# What makes neon tetras "glow"?



## YankyTexan (Mar 8, 2008)

Does anyone know why neon tetras appear to "glow"? I tried ask.com and google to no avail.

Thanks


----------



## eyebeatbadgers (Aug 6, 2007)

Do you live near a nuclear plant? 

I've never really put much thought into it, but I guess the coloration of their pigments seems to fluoresce under certain light.


----------



## TLH (Apr 20, 2008)

It's iridescent scales isn't it? Like you get on butterflies and such. It's the way they refract the light that does it.


----------



## BruceWatts (Feb 27, 2008)

Google the word "guanine" and you will have your answer.

Bruce


----------



## orion2001 (Mar 15, 2008)

It actually glows as someone mentioned much like Butterfly wings and most other iridescent materials. Essentially it consists of a highly periodic structure with a periodicity on the order of the wavelength of visible light. Such structures are called photonic crystals. Thin film interference plays a role in these structures causing some wavelengths of light to be completely reflected by the material. In the case of neon tetra's I would guess that the blue regions have a "Photonic Bandgap" in the blue end of the spectrum causing them to completely reflect the bluish component of light. 

Check out the Wiki entry for iridescence

http://en.wikipedia.org/wiki/Iridescent

For those who are interested in more detailed scientific analysis of butterfly wings, I'd refer you to the following Optics Express publication below. Optics Express is an Open Access journal so everyone should be able to access the paper.

http://www.opticsexpress.org/viewmedia.cfm?uri=oe-5-4-87&seq=0

Cheers

Edit - After further reading, Bruce was right in that the iridiophores in a lot of fish, along with Neon and Cardinal tetras are guanine crystals.

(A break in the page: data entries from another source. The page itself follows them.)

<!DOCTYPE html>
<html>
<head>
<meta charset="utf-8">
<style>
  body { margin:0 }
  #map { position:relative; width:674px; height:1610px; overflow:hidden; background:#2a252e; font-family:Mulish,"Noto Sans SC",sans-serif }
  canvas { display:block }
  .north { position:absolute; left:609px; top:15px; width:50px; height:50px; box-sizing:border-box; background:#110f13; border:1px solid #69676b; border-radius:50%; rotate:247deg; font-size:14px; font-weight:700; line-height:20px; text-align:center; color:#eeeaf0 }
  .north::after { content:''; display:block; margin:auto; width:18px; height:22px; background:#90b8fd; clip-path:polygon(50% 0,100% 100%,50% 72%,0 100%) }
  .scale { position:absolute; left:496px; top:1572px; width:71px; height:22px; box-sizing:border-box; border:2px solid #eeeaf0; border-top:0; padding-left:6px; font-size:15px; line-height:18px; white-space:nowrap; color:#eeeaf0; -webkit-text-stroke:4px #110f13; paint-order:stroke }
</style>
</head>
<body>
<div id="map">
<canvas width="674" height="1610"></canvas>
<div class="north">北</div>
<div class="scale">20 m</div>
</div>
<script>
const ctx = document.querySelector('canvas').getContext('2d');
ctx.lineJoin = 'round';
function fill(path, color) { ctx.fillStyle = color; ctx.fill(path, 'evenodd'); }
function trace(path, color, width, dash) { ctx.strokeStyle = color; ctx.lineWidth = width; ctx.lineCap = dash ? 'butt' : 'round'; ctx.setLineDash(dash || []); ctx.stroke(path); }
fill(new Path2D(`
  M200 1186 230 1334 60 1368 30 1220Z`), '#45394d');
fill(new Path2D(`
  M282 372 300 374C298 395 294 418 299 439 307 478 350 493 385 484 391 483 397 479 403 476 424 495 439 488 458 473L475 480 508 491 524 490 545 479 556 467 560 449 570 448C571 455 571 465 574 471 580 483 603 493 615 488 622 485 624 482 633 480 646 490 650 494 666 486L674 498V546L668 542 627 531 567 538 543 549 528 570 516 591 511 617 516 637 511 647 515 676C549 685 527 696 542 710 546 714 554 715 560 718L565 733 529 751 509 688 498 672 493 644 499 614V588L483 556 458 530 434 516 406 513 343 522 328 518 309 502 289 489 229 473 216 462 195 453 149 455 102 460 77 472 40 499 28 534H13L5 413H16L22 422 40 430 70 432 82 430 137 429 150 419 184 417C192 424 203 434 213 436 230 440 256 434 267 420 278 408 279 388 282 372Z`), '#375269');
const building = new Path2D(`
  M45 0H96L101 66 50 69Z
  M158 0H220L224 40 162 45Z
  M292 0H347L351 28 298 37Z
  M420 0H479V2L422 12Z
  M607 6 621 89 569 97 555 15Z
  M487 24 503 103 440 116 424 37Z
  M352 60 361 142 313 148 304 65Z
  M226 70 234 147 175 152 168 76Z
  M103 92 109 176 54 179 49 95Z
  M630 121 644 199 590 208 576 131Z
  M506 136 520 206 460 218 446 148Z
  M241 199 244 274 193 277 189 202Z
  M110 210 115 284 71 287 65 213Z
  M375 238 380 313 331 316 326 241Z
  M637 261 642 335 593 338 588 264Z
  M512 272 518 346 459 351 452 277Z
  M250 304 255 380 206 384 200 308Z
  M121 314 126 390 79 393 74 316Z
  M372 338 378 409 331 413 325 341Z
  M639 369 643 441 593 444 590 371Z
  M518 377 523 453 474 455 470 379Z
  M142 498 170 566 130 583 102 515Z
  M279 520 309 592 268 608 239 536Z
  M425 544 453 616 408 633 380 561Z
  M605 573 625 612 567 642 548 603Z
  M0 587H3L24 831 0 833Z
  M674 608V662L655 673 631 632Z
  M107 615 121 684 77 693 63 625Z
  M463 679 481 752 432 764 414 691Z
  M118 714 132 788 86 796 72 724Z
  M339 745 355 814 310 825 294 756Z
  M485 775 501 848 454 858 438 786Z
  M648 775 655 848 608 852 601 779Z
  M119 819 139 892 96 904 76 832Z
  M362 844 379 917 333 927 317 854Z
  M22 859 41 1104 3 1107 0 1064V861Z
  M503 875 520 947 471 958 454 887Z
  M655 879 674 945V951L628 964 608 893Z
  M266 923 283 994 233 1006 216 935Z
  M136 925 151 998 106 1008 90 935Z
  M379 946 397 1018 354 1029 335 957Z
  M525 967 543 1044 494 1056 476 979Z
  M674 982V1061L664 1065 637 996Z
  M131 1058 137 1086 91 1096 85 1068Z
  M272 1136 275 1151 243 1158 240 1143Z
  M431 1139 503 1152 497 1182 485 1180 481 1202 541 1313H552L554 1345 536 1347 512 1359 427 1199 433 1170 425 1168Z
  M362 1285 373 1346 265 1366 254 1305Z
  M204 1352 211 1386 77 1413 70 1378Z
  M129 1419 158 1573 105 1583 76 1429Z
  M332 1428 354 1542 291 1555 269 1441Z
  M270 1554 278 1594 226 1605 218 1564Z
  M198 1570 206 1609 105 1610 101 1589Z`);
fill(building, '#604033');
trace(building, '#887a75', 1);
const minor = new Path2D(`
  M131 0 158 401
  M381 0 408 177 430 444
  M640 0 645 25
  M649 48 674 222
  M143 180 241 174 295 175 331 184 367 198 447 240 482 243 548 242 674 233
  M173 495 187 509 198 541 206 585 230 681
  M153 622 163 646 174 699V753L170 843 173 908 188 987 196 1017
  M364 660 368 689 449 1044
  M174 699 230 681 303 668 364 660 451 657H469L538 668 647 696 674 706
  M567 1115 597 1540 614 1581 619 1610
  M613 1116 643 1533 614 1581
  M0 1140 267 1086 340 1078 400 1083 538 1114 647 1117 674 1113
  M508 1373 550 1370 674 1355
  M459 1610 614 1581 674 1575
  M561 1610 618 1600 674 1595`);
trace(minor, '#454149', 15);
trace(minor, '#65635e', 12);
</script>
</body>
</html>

However the physics is exactly as described above. It turns out that the crystals that grow in these fish have stepped striations at the surface due to the way it grows inside them. This results in thin film interference effects as detailed above.

http://www.laserfocusworld.com/display_article/318544/12/none/none/NBrea/Photonic-crystals-get-fishy


----------



## pieky22 (Oct 17, 2007)

wow mister know it all^^^...lol just kidding great explantation and if the doesnt answer the question idk what will...good job


----------



## orion2001 (Mar 15, 2008)

Haha thanks. Actually the only reason I had such a detailed explanation is because I'm in grad school and my research directly involves photonic crystals. So I'd have had to hide somewhere and hang my head in shame if I didn't do justice to this question =)


----------



## reybie (Jun 7, 2007)

Funny, see now school's paying off


----------



## orion2001 (Mar 15, 2008)

Yeah you bet! 5 years of grad school for this one moment of glory where I get to post an informative/useful post in TPT forums!


----------



## YankyTexan (Mar 8, 2008)

There you have it, fishkeepers are some of the most intelligent people around. And my wife thinks I'm crazy for watching Nova, Discovery, History Channel, etc.

Reputation has been added to. Thanks for such detailed responses.


----------